Problem to solve: Omit the images, then output each of the records below exactly.

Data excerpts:
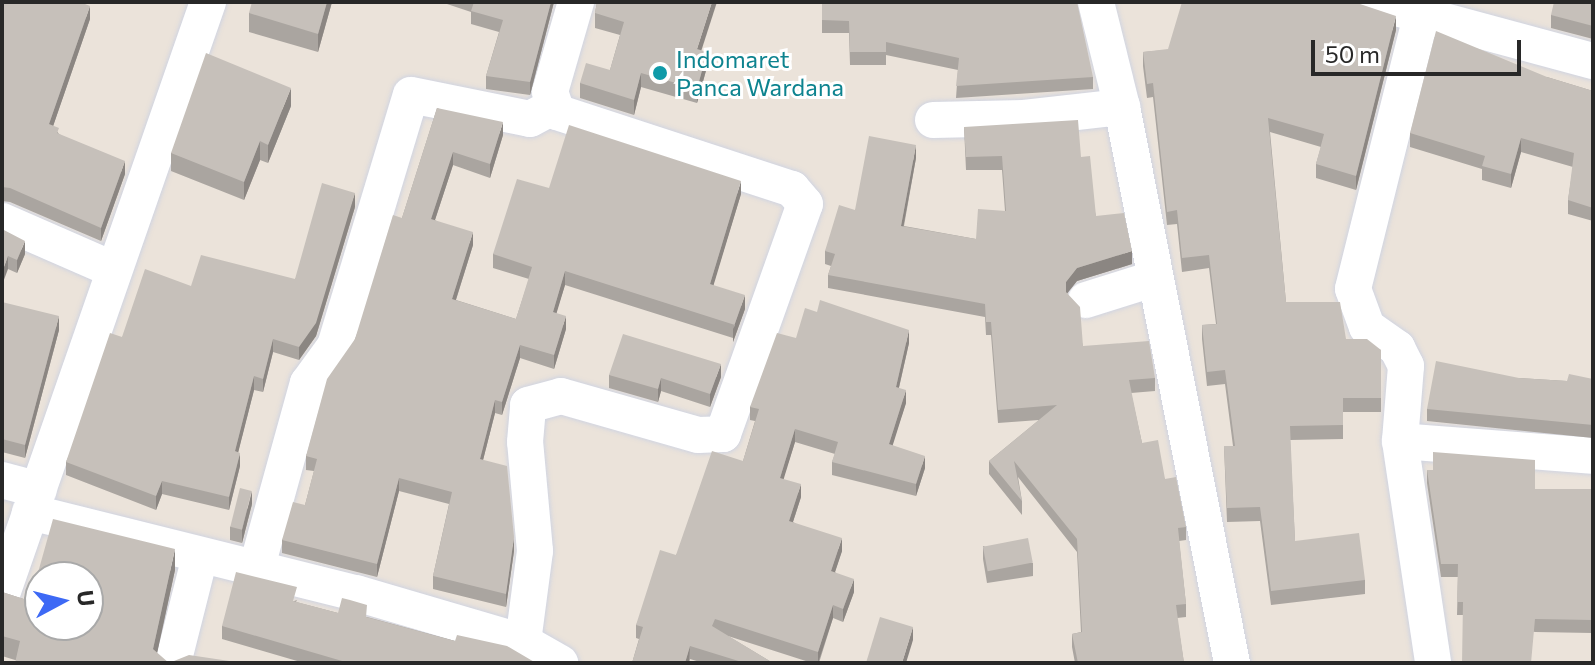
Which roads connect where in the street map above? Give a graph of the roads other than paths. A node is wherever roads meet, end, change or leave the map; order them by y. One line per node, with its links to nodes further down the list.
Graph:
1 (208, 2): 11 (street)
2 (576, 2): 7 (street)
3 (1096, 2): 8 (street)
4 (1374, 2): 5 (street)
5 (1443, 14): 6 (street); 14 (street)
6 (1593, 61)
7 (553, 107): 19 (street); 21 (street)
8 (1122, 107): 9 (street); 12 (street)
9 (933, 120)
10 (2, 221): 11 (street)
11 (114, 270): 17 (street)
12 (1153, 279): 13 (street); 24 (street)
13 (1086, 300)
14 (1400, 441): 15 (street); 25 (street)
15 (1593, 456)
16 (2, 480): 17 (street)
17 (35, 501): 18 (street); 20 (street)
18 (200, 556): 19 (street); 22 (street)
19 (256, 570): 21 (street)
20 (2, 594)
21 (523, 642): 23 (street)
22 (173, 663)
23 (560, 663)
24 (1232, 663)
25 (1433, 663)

Answer to this problem:
Which roads connect where in the street map above? Give a graph of the roads other than paths. A node is wherever roads meet, end, change or leave the map; order them by y. One line per node, with its links to nodes further down the list.
Graph:
1 (208, 2): 11 (street)
2 (576, 2): 7 (street)
3 (1096, 2): 8 (street)
4 (1374, 2): 5 (street)
5 (1443, 14): 6 (street); 14 (street)
6 (1593, 61)
7 (553, 107): 19 (street); 21 (street)
8 (1122, 107): 9 (street); 12 (street)
9 (933, 120)
10 (2, 221): 11 (street)
11 (114, 270): 17 (street)
12 (1153, 279): 13 (street); 24 (street)
13 (1086, 300)
14 (1400, 441): 15 (street); 25 (street)
15 (1593, 456)
16 (2, 480): 17 (street)
17 (35, 501): 18 (street); 20 (street)
18 (200, 556): 19 (street); 22 (street)
19 (256, 570): 21 (street)
20 (2, 594)
21 (523, 642): 23 (street)
22 (173, 663)
23 (560, 663)
24 (1232, 663)
25 (1433, 663)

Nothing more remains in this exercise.